In Hoi An’s suburbs, ancient wells are mainly in circles but wells in Hoi An’s inner area are often square or in a circle at the top but square at the bottom. These wells are mainly located in temples and club-houses of Chinese Vietnamese.
According to Hoi An authorities, there are three major forms of ancient wells: circle (63 percent), square (17 percent), circle at the mouth and square at the bottom (15 percent) and other shapes. The most famous well in the town is Ba Le.
Ancient wells in Hoi An were built in different times. Some researchers believe the wells in circle at the mouth and in square at the bottom were built by Cham people before the 15th century and others were built by Vietnamese and Chinese after that.

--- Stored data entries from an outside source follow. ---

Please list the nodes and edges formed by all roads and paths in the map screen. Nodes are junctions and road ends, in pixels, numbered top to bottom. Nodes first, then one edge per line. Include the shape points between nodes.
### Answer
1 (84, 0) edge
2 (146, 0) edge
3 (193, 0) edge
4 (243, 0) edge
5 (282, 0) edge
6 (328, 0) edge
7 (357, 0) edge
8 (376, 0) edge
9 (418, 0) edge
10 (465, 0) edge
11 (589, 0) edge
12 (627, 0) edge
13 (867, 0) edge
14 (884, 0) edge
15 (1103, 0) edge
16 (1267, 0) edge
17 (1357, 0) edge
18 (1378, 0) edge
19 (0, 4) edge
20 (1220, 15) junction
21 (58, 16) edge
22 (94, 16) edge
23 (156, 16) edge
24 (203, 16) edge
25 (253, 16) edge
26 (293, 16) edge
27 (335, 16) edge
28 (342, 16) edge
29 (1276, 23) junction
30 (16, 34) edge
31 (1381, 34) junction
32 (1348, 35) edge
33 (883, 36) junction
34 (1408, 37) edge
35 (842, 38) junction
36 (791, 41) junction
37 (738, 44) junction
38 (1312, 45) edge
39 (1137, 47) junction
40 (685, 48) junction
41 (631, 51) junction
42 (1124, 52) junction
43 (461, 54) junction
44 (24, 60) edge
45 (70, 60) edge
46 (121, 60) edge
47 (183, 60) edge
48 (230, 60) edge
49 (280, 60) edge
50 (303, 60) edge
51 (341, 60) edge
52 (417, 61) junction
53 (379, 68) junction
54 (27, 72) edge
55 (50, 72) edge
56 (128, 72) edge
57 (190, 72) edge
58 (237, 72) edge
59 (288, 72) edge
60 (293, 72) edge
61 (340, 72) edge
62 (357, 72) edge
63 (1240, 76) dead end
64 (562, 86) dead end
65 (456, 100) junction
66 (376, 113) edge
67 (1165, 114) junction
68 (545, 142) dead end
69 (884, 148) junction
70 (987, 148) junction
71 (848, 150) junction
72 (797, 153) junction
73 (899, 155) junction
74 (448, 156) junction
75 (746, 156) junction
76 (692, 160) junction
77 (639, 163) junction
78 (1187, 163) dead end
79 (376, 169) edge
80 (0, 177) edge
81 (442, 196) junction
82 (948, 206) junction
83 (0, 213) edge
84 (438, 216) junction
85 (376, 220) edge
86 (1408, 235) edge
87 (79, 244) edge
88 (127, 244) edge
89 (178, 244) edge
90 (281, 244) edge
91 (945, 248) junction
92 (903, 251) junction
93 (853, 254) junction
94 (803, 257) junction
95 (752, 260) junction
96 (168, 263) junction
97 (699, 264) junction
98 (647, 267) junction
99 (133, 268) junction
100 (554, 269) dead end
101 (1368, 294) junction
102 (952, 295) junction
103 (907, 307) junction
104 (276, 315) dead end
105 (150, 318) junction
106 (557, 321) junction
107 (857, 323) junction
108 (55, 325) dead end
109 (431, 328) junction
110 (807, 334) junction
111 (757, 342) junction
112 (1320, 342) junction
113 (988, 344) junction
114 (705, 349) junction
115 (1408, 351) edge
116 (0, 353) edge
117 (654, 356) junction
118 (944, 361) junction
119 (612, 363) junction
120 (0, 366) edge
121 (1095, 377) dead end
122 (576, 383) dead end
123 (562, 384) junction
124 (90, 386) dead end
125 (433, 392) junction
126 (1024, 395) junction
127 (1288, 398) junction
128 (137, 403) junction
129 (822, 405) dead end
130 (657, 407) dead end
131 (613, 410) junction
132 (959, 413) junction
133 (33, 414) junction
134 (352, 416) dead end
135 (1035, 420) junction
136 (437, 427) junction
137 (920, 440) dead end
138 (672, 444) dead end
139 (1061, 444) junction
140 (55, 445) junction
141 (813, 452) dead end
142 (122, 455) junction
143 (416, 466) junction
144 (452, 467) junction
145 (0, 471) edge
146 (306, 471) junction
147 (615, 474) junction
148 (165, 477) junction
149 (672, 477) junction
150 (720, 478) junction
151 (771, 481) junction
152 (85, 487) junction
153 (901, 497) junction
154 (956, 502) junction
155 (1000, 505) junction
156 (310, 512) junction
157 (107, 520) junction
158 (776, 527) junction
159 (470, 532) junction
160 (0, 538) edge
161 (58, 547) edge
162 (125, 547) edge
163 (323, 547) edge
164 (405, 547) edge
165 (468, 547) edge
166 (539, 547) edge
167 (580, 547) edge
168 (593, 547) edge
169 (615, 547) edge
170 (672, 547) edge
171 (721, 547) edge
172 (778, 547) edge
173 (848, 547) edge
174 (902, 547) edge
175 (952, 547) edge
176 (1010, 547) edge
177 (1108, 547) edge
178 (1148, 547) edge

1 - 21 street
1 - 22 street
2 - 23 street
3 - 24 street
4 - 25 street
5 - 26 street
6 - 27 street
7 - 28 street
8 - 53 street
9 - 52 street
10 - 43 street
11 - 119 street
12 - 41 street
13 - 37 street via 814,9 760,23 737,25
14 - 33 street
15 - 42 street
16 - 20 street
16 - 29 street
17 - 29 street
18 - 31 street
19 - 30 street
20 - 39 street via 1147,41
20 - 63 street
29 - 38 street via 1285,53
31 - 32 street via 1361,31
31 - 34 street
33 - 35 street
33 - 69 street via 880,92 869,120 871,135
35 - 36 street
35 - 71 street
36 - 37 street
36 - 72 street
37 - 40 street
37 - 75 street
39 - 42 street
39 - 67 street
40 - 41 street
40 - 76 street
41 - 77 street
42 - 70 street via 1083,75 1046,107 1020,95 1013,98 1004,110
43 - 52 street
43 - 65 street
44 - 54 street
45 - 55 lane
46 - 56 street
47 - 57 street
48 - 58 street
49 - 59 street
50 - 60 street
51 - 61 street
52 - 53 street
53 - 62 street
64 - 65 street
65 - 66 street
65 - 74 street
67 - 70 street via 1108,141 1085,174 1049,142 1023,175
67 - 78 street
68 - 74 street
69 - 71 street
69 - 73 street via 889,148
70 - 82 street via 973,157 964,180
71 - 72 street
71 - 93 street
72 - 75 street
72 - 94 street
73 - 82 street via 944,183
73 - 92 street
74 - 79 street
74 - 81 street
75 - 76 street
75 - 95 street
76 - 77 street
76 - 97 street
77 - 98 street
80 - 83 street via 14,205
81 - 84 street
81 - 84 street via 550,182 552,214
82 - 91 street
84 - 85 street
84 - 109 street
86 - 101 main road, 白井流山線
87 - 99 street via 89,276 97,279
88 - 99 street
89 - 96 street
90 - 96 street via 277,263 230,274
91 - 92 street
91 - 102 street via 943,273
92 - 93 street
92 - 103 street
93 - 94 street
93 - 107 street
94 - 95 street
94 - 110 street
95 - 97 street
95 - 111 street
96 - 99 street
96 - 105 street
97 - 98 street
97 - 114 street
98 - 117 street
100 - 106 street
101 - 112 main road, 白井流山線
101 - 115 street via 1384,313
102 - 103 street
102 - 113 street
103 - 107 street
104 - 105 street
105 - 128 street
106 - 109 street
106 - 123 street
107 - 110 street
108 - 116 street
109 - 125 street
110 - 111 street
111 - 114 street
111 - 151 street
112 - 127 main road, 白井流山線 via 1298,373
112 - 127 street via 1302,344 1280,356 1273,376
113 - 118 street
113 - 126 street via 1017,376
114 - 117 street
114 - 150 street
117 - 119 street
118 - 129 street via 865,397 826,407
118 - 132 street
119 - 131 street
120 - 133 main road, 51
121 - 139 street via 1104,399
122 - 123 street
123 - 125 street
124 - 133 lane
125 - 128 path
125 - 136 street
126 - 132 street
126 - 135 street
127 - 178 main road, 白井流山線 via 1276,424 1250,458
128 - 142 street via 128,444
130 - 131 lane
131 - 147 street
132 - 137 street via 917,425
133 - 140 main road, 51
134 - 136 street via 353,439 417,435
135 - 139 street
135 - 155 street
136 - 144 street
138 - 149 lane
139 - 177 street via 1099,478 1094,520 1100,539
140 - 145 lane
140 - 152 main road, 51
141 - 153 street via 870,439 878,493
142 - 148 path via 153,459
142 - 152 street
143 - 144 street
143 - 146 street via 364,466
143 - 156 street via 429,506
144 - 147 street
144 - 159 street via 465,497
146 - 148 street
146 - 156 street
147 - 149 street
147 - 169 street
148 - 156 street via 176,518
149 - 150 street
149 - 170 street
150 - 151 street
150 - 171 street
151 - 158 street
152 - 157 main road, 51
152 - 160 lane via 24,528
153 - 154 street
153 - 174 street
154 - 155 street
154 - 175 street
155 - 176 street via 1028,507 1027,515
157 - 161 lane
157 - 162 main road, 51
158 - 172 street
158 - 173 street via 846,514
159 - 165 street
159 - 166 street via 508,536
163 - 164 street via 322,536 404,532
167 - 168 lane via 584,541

Though they have different shapes, these wells all have iron and wood made frames, which are submerged in the water. This frame is used to prolong the lifespan of wells, preventing the well walls collapsing. The well walls are made by bricks which are arranged without mortar. Water runs through the slits between bricks to enter the well. In addition, all wells have altars worshipping the well gods.
Nguyen Chi Trung, director of the Centre for Preservation of Hoi An’s Relics, said that Hoi An’s people believe that each well has its own god who protects the well and ensures pure water.
Though ancient wells are located near a river their water is clear and cool all the year round. The water levels are always stable, even in the dry season.
All food specialties of Hoi An, such as cao lau and my quang and other cuisines are cooked with water taken from these wells.